SC: Na pandemia há um prejuízo inegável que incide sobre o ritual, a entrada no ensino, na cultura escolar, não só pela alfabetização. Esse ritual está sendo fragilizado pelo ensino remoto e híbrido. A alfabetização acontece a partir de rodas de conversa, de escritas coletivas, de debates a partir de um livro junto, da atividade cooperativa. O trabalho em sala de aula é insubstituível, pelo meu ponto de vista. Esse debate deve partir das escolas. A gente não pode esperar que as famílias tenham essa clareza. A escola tem de informar o que prioriza no processo de alfabetização e como os pais podem atuar na mediação, deixando explícito que eles não são os professores.
NE: Têm chegado até as escolas muitos relatos de mães e pais estressados com a tentativa de alfabetizar em casa. Os relatos são de muito desgaste. Qual o impacto disso na formação da criança?

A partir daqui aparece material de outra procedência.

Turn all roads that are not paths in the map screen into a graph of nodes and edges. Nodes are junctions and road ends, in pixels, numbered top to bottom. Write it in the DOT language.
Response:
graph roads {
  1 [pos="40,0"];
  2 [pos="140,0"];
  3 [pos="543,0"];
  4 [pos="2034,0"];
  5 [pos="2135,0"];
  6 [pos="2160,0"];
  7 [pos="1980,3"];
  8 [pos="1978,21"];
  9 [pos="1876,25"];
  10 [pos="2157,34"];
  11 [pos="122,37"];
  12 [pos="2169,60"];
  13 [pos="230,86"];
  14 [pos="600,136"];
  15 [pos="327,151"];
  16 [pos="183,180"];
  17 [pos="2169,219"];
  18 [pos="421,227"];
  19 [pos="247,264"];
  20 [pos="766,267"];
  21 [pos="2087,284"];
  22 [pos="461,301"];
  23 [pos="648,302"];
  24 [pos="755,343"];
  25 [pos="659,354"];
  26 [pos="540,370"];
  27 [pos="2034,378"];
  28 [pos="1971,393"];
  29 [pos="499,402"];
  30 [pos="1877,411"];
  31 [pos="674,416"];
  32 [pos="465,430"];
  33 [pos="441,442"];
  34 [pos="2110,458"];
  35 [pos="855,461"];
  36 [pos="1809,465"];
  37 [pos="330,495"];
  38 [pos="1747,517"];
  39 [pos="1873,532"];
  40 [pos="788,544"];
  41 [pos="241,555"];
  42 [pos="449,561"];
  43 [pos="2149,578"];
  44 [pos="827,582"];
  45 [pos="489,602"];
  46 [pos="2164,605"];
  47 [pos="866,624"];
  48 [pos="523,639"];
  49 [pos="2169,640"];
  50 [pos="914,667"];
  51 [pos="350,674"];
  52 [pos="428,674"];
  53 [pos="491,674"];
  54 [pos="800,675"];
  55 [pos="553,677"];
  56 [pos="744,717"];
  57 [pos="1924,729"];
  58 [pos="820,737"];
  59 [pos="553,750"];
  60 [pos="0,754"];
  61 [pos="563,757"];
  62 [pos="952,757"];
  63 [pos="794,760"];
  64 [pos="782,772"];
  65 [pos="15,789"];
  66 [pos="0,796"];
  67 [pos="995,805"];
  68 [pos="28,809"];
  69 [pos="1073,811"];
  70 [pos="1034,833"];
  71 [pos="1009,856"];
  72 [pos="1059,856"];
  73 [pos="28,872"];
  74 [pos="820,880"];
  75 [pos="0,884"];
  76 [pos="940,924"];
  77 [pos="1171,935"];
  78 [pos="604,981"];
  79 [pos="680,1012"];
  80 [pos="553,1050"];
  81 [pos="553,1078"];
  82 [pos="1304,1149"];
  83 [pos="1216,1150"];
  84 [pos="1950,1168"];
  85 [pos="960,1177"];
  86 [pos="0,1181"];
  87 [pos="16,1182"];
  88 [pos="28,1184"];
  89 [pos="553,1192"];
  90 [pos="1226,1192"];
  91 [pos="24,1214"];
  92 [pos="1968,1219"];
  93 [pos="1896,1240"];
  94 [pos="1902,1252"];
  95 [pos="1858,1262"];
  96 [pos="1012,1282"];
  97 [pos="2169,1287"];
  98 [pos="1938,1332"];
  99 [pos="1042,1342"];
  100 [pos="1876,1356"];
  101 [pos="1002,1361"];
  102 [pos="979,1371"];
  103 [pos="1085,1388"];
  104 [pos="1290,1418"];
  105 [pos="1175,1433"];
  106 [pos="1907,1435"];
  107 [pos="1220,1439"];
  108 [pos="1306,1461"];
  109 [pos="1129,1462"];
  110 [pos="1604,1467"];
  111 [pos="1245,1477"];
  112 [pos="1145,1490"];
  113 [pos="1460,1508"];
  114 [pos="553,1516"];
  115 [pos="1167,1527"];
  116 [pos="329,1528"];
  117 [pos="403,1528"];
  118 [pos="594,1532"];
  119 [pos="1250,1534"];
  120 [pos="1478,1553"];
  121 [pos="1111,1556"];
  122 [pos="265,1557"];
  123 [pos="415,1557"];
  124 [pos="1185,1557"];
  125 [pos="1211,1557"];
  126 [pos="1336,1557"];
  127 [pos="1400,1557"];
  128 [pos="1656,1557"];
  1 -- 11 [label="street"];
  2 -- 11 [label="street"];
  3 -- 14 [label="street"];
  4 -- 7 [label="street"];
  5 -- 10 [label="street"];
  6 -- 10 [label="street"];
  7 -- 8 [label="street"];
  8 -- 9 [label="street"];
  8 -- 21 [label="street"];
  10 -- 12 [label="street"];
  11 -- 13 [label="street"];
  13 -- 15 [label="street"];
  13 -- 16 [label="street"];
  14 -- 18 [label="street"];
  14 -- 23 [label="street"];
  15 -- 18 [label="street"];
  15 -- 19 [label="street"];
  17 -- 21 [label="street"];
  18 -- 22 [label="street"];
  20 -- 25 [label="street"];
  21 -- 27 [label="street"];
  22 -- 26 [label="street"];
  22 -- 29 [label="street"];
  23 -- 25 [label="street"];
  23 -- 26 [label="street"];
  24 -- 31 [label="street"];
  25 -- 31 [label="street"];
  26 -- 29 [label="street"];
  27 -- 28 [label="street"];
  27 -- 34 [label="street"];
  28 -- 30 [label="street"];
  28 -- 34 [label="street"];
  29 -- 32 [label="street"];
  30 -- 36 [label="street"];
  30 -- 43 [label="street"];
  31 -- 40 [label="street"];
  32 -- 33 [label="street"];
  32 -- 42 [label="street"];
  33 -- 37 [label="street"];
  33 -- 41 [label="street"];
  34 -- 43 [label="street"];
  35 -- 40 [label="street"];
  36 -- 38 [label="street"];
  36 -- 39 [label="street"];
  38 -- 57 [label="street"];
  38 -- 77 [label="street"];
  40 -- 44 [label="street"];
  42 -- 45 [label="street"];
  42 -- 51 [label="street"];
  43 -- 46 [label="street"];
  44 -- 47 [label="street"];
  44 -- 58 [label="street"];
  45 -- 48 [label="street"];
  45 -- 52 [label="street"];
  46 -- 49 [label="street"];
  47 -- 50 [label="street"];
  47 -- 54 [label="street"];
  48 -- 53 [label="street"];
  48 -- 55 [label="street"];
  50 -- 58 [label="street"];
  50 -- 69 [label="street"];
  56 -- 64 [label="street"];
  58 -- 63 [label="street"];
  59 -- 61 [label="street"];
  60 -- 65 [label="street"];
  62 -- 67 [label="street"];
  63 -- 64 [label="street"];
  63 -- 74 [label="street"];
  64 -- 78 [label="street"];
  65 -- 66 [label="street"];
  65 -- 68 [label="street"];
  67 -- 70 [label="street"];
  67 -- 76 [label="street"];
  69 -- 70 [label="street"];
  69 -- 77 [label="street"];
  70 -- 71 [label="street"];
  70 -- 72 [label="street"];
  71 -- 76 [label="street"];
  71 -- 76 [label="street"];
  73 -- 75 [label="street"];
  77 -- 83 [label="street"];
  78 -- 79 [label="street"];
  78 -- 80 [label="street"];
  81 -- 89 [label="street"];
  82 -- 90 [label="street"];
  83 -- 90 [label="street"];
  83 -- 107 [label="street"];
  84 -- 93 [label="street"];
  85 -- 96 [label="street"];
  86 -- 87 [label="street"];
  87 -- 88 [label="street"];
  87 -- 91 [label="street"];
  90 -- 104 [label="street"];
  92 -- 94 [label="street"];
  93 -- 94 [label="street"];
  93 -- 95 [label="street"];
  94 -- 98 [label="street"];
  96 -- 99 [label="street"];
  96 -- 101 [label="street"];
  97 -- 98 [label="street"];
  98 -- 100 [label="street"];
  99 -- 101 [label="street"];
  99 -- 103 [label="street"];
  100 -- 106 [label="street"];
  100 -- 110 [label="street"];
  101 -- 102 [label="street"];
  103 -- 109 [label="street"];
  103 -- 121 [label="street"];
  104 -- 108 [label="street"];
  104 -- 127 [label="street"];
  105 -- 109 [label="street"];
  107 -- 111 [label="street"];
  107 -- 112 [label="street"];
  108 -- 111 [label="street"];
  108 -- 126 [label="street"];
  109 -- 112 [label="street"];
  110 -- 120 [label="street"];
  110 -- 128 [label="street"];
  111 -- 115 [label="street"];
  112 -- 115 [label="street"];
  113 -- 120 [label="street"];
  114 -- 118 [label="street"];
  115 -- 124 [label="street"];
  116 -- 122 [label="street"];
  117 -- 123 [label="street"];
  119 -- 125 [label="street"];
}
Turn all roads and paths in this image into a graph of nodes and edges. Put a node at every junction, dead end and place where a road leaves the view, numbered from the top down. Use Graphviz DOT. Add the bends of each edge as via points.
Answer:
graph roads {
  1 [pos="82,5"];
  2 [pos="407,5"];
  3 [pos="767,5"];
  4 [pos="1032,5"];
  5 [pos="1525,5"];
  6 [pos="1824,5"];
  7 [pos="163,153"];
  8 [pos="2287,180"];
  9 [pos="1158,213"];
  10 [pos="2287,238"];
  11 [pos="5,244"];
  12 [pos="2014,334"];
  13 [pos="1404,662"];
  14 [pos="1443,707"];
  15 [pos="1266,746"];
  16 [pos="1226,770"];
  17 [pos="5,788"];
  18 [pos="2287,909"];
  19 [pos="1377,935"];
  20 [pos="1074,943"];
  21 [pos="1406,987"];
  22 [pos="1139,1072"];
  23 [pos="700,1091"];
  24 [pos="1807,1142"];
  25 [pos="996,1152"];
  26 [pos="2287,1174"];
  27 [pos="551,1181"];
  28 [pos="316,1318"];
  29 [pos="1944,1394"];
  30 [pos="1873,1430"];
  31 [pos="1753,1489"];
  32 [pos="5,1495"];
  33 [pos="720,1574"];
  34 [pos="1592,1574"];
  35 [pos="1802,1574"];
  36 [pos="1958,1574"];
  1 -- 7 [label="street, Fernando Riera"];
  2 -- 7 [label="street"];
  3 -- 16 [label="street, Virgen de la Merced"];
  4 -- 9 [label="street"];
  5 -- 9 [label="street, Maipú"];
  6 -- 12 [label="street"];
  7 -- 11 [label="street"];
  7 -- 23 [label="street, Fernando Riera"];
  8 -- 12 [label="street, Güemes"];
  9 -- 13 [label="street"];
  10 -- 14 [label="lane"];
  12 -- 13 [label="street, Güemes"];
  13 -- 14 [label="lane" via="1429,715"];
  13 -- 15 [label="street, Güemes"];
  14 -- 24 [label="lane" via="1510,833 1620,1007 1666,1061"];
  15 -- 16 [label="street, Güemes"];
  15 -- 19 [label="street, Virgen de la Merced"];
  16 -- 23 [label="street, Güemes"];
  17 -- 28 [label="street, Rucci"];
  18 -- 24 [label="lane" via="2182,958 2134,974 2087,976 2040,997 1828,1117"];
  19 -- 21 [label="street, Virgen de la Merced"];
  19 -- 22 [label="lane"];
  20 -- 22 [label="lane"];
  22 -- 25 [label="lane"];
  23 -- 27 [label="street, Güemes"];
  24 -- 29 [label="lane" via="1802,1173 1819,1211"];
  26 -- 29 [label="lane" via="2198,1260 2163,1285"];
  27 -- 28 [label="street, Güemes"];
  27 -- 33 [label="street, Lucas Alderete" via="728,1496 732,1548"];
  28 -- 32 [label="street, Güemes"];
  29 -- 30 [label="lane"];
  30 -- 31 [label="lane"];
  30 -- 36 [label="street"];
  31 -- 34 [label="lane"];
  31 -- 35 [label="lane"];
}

SC: Traz um impacto muito negativo para a alfabetização. A alfabetização tem de ser construída a partir de um processo de encantamento, de envolvimento. Quando os pais ficam ali só forçando para eles fazerem a lição, copiarem o exercício, insistindo que eles têm de fazer, têm de entregar, rompemos com o encantamento. Rompemos com o desejo de aprender, de lidar com esse grande mistério que é a língua. A criança não pode ser inibida, ter medo de errar. A língua é a porta aberta para compreender o mundo e para entrar num mundo imaginário, que é o da literatura, e que é super motivador. Se isso é rompido, a escrita não tem mais razão de existir. Isso pode estar acontecendo agora com os pais, em casa, mas acontece muito dentro da escola também. A alfabetização não pode ser uma sucessão de tarefas, e é assim que ela tem sido aplicada na pandemia. Ela tem de se constituir como a inserção no mundo letrado. São muitas coisas que estão em jogo.
NE: O analfabetismo funcional, que também é tema do seu livro, é fruto dessas muitas coisas que estão em jogo, mas que estão sendo negligenciadas?
SC: O analfabetismo funcional tem muito a ver justamente com o modo como as pessoas aprenderam a ler e escrever. Em geral com os métodos que dão muita ênfase para a escrita, e pouca ênfase para o uso da escrita. Desde a Educação Infantil a gente tem de favorecer o uso da língua escrita. Os métodos tradicionais funcionam com a lógica de que primeiro você aprende a ler e escrever e depois você vai escrever o que te interessa. Primeiro você aprende ba be bi, e depois você vai escrever uma carta de amor. Há crianças de 5º ano, 6º ano, que se sentiam inibidas de escrever. Elas dizem que não conhecem a gramática, que não sabem fazer. É como se eles não tivessem a autorização formal para ler e escrever. É algo como se quando somos aprendizes não podemos fazer. Cria-se uma divisão muito clara entre aprender e fazer.
NE: E como a abordagem socioconstrutivista favorece essa alfabetização integral?
SC:Na abordagem socioconstrutivista aprendemos a ler e a escrever, letrando. Isso significa que ao mesmo tempo que a criança aprende o sistema, ela aprende a lidar com os usos e com as práticas sociais. Aprende-se com o mundo letrado. Aprende-se a escrever escrevendo... e em contextos de usos reais da língua escrita. As escolas artificializam muito o uso da escrita. Escrevemos a receita de um bolo que vamos efetivamente fazer. Escrevemos um e-mail que vai ser efetivamente enviado. O desafio da escola é romper com o muro que separa a escola do mundo.